The elevator took in 64,000 bushels on Wednesday, about enough to fill half a barge at a value of $396,800 at $6.20 a bushel.
Winter and spring wheat crops account for about 275,000 acres in Gilliam, Sherman and Wasco counties, creating a huge economic engine for the area.
Lower temperatures and a wetter spring have delayed harvest by some 20 plus days.
“We’re late,” Darnielle said. “Usually we get started the last week of June… It’s going to be the end of August, early September to get done.”
Normally, hot temperatures in late spring and early summer usher the wheat kernel to maturity and dry it. Moisture in the wheat must be under 12 percent before it is accepted at the grain elevator. Low moisture helps prevent bug problems in storage.

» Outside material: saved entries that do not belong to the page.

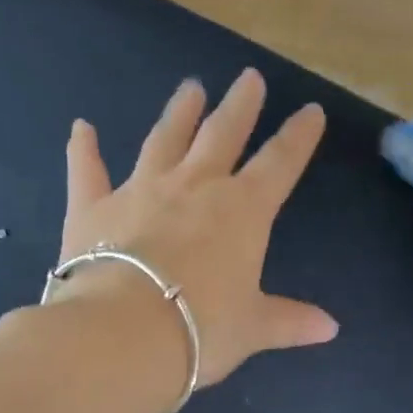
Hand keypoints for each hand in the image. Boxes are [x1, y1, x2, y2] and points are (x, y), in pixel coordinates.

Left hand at [55, 69, 338, 388]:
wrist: (122, 334)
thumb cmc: (200, 329)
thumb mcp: (252, 328)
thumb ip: (289, 320)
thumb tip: (331, 328)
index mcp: (242, 211)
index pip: (280, 163)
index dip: (299, 136)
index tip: (311, 111)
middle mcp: (194, 186)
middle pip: (222, 134)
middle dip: (240, 106)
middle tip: (249, 78)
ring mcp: (141, 190)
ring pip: (164, 140)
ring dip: (179, 113)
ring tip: (190, 87)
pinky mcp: (92, 207)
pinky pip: (88, 170)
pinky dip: (84, 149)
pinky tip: (81, 128)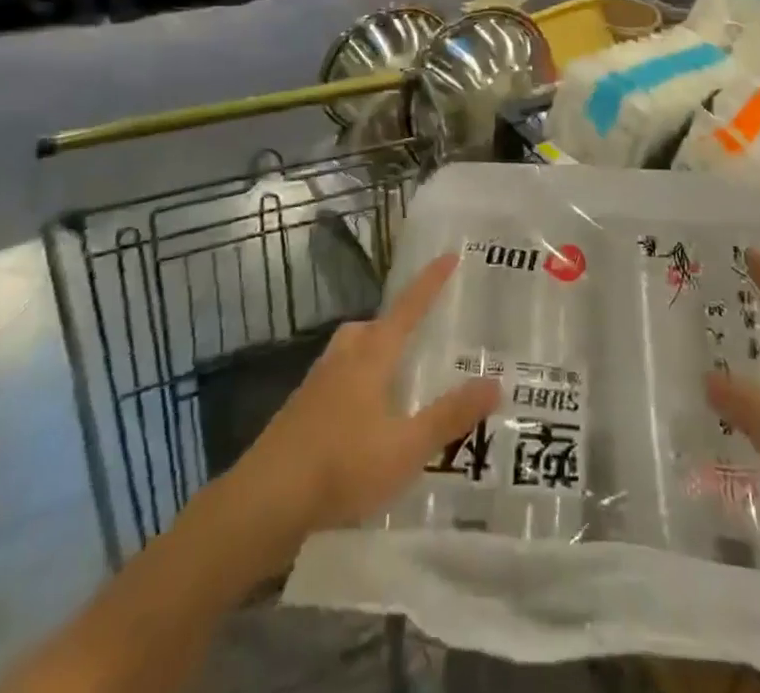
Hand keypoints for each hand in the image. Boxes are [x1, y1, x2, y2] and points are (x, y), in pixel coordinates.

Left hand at [234, 254, 500, 541]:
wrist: (263, 503)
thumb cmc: (341, 467)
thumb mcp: (406, 447)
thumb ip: (450, 416)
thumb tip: (495, 381)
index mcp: (371, 355)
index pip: (408, 307)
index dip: (431, 282)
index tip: (450, 255)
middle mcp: (343, 358)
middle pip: (372, 327)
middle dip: (396, 325)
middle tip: (420, 338)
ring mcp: (316, 384)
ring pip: (351, 353)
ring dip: (374, 356)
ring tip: (396, 381)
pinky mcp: (299, 412)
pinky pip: (337, 380)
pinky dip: (356, 386)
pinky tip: (364, 421)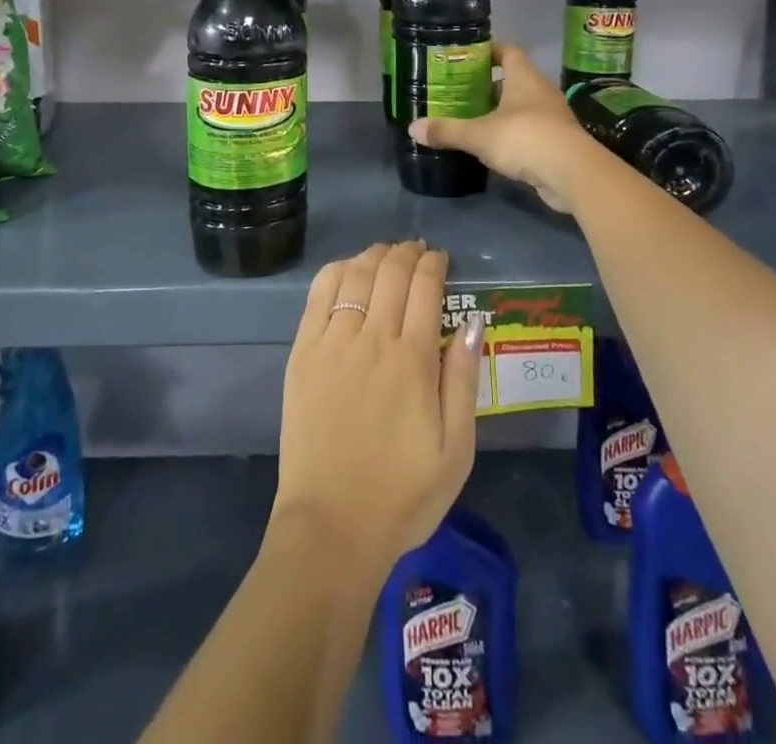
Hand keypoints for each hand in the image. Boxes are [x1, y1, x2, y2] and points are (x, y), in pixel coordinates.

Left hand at [273, 241, 483, 573]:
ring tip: (386, 252)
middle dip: (407, 253)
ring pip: (354, 276)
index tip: (440, 259)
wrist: (332, 525)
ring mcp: (332, 342)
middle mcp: (372, 339)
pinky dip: (336, 271)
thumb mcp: (456, 449)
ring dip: (374, 255)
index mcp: (413, 360)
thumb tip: (473, 322)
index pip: (425, 288)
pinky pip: (318, 295)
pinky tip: (347, 269)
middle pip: (390, 273)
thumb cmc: (404, 493)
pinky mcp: (302, 352)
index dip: (434, 265)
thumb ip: (463, 379)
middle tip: (417, 250)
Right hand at [411, 43, 596, 211]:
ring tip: (473, 118)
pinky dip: (512, 134)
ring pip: (522, 106)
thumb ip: (447, 130)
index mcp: (524, 78)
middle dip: (489, 85)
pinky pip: (530, 130)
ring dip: (501, 111)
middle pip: (514, 79)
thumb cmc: (525, 139)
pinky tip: (494, 146)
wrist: (572, 173)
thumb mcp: (479, 135)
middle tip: (461, 91)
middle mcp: (541, 91)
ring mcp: (552, 117)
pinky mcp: (557, 142)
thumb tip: (412, 127)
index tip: (468, 57)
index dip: (489, 51)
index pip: (508, 51)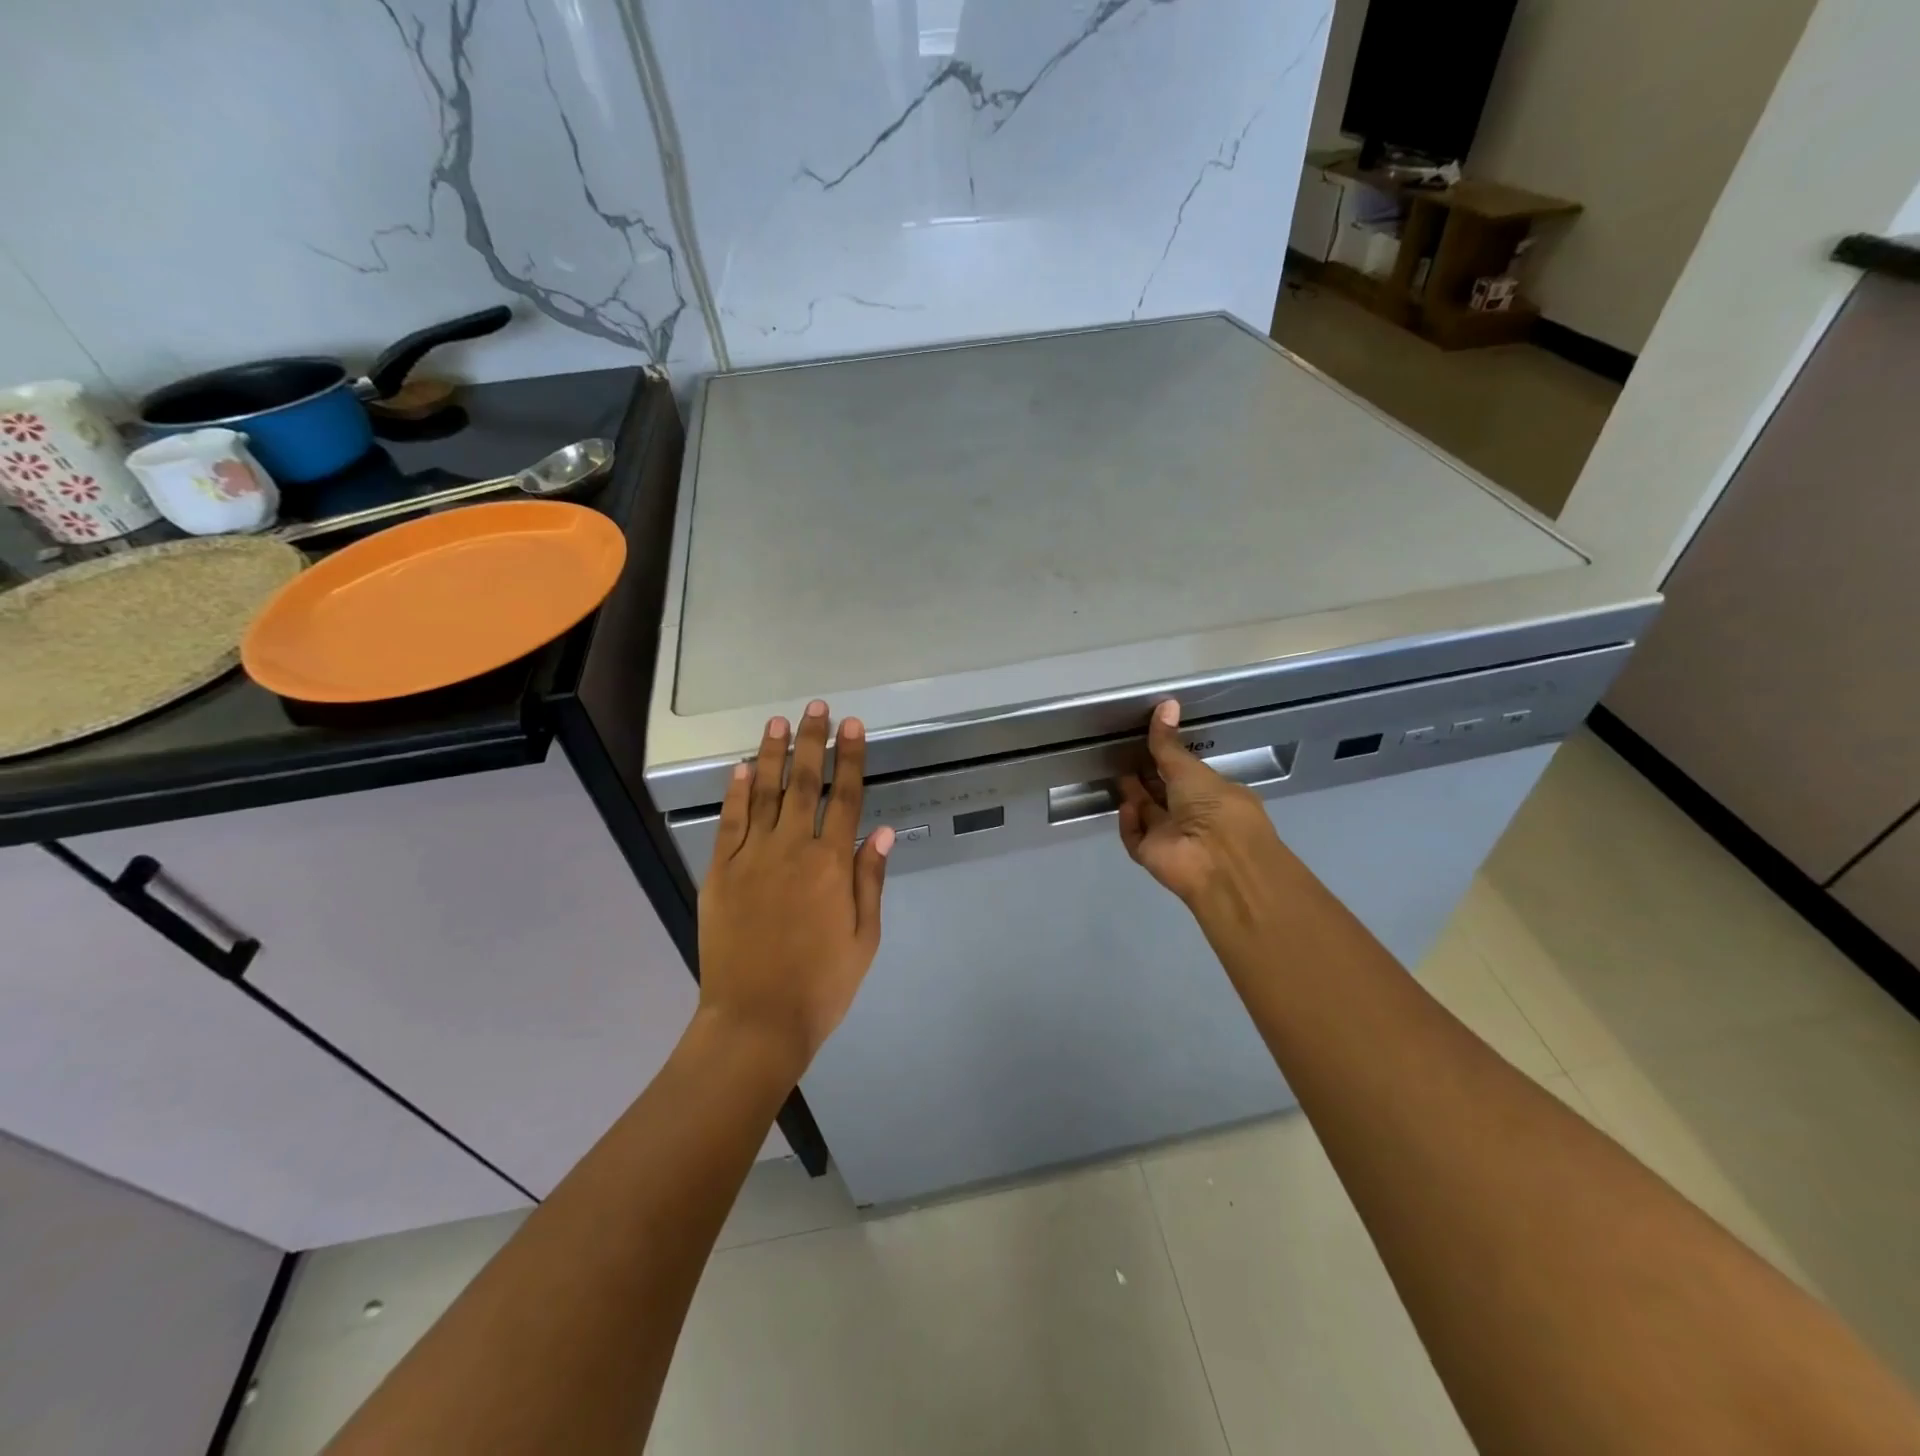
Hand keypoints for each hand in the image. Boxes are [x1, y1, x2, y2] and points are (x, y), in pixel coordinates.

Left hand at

While yields are yet to be determined, retired Oregon State University Extension Agent Sandy Macnab expected bushels-per-acre to be around average. “The late snow hurt us a bit, but at least it stayed cooler than usual. I think that helped as far as the yields.”

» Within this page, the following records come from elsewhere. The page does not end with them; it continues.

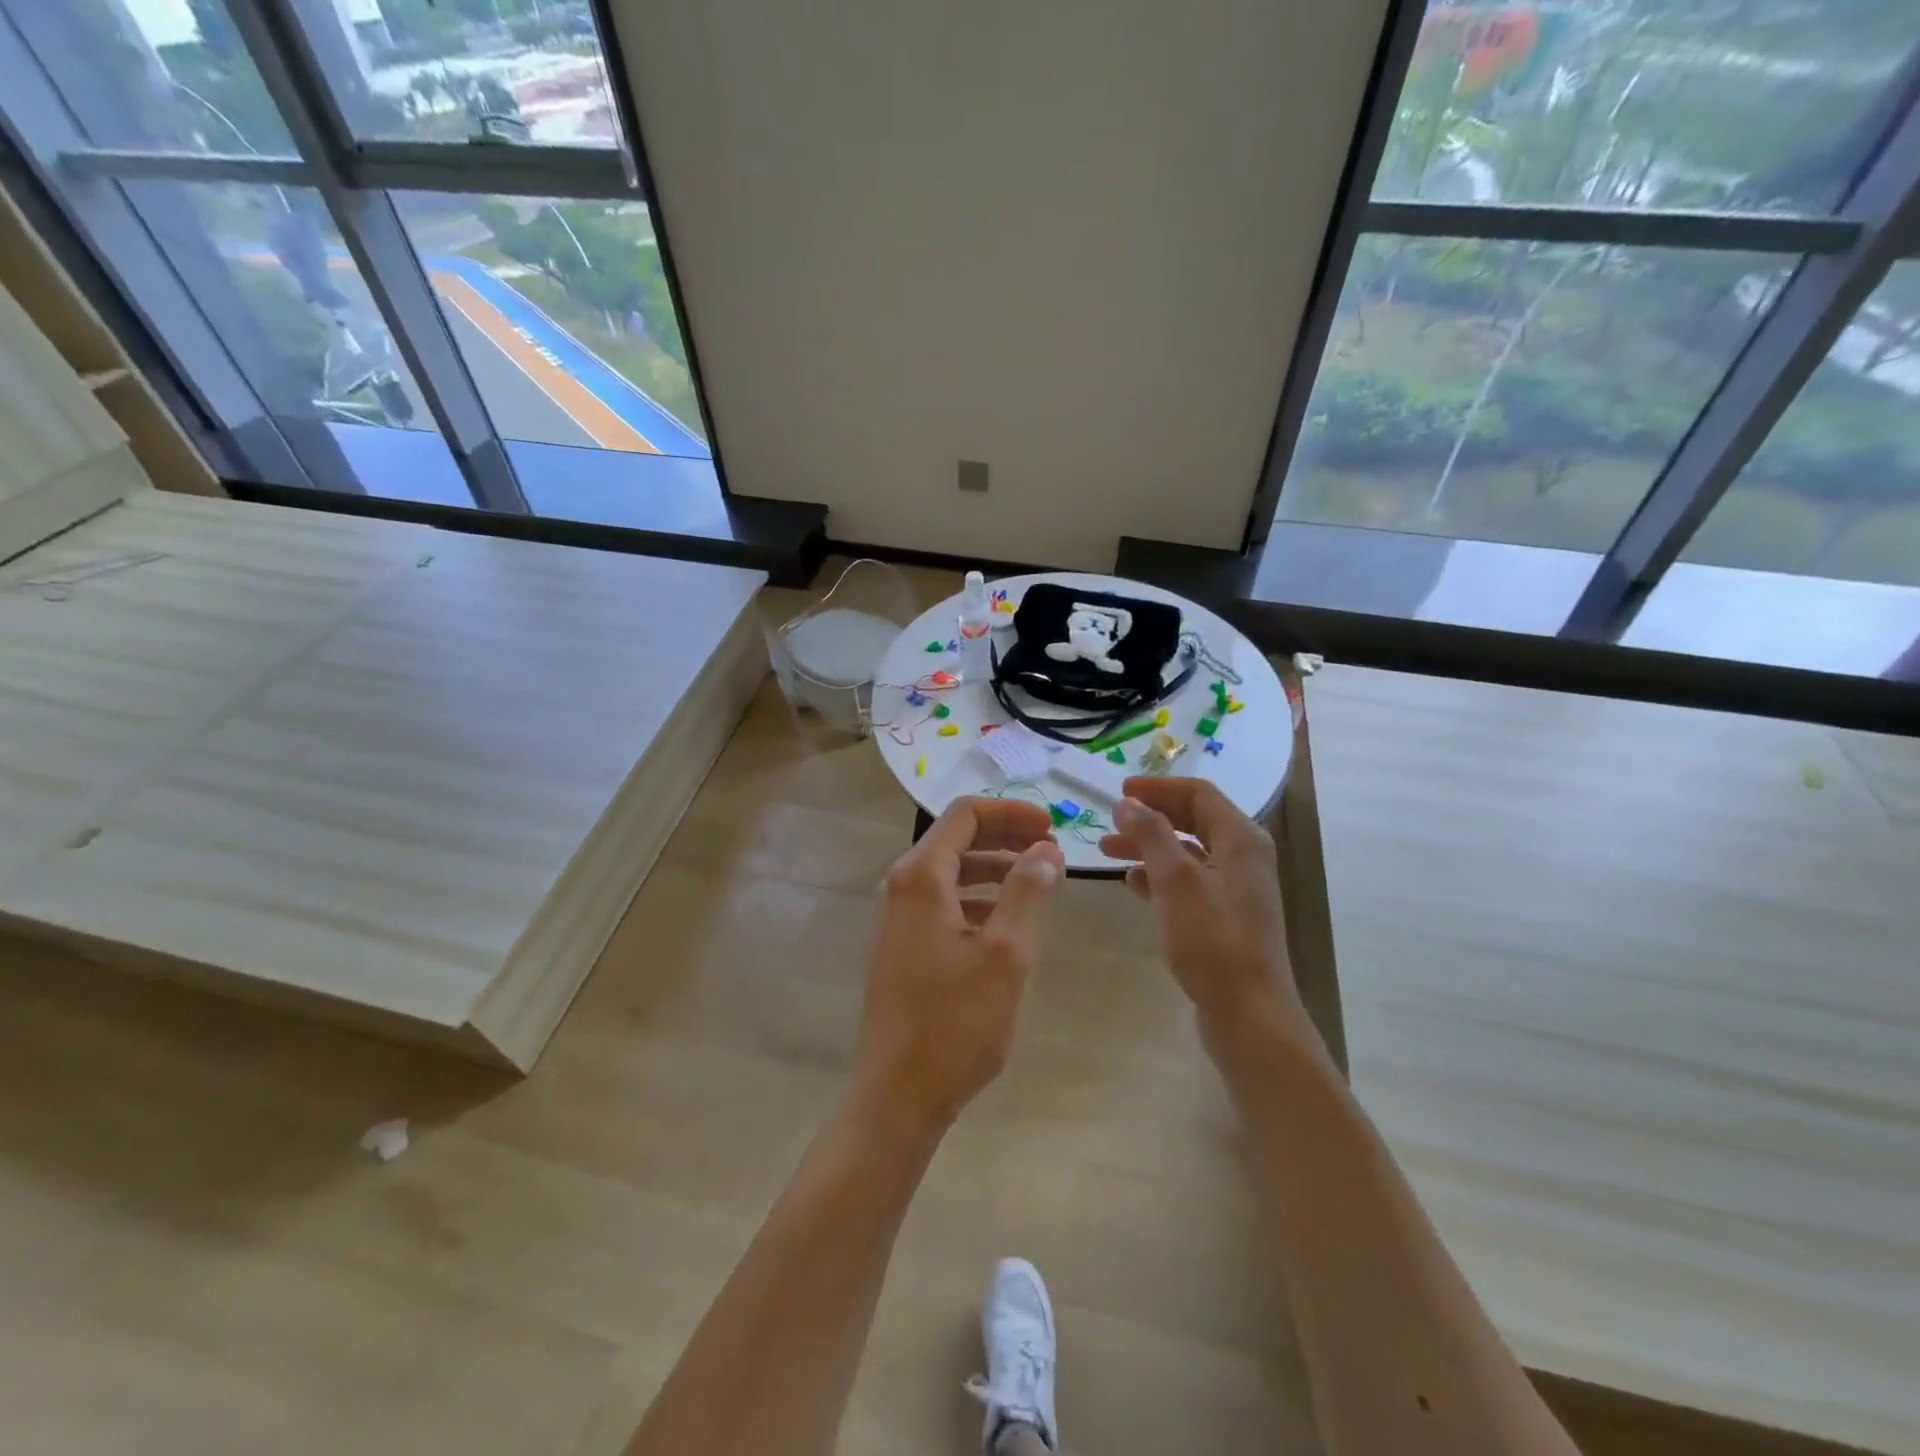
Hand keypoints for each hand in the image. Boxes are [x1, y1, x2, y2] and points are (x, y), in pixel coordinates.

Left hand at [852, 798, 1064, 1135]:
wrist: (897, 1095)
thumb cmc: (955, 1022)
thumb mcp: (1006, 953)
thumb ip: (1027, 891)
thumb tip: (1045, 850)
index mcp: (921, 877)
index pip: (965, 815)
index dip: (1011, 813)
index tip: (1052, 827)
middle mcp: (901, 887)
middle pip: (957, 839)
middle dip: (1006, 838)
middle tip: (1052, 851)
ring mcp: (897, 918)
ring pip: (951, 873)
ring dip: (995, 870)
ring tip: (1039, 885)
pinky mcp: (901, 946)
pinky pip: (943, 904)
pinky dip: (978, 900)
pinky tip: (1007, 926)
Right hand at [1099, 778, 1317, 1058]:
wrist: (1248, 1014)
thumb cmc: (1212, 940)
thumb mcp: (1176, 880)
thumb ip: (1151, 835)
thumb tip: (1127, 802)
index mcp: (1241, 839)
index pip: (1198, 793)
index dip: (1157, 788)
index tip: (1118, 792)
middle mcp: (1244, 857)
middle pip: (1193, 820)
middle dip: (1150, 816)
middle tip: (1110, 820)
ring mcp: (1236, 889)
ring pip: (1187, 852)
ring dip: (1149, 846)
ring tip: (1107, 850)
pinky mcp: (1225, 918)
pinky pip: (1188, 882)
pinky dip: (1159, 876)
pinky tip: (1132, 884)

Wasco and Sherman counties average around 50-55 bushels per acre; Gilliam, 40-42.
Around The Dalles, some 20 farms are in harvest operation so far, Darnielle said, noting it peaks at about 25 as harvest ebbs and flows as fields mature.

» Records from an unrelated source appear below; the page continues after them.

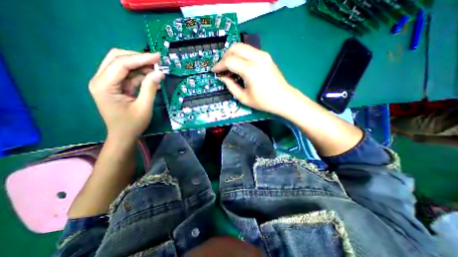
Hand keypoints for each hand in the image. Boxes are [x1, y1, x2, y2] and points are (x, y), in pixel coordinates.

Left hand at [89, 48, 163, 140]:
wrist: (123, 136)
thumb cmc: (133, 124)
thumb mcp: (144, 107)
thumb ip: (150, 88)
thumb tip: (159, 73)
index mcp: (104, 86)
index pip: (121, 64)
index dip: (141, 58)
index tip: (158, 56)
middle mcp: (101, 80)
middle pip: (117, 58)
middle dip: (138, 58)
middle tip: (157, 61)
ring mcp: (107, 83)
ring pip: (123, 65)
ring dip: (141, 66)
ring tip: (158, 72)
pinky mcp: (115, 86)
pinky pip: (128, 75)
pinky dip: (140, 75)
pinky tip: (152, 79)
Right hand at [212, 43, 296, 116]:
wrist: (283, 98)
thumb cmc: (264, 102)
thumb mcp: (243, 98)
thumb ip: (230, 86)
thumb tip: (222, 77)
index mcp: (251, 70)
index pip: (229, 61)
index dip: (219, 65)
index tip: (214, 71)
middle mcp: (257, 58)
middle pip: (235, 47)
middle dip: (225, 56)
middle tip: (222, 68)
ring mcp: (263, 55)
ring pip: (242, 46)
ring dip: (232, 54)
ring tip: (229, 67)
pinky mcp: (266, 56)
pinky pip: (249, 50)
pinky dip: (241, 55)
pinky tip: (239, 65)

Of the projected 42.3 million bushels of winter wheat to be harvested this year, Wasco, Sherman and Gilliam counties, based on 2017 USDA acreage reports and yield averages, will bring in about 12.7 million bushels, or 30 percent of the overall crop in Oregon. Based on that estimate and at Thursday’s price of $6.20 per bushel, the value of the crops for the three counties stands at $78.5 million.
Now that’s some bread.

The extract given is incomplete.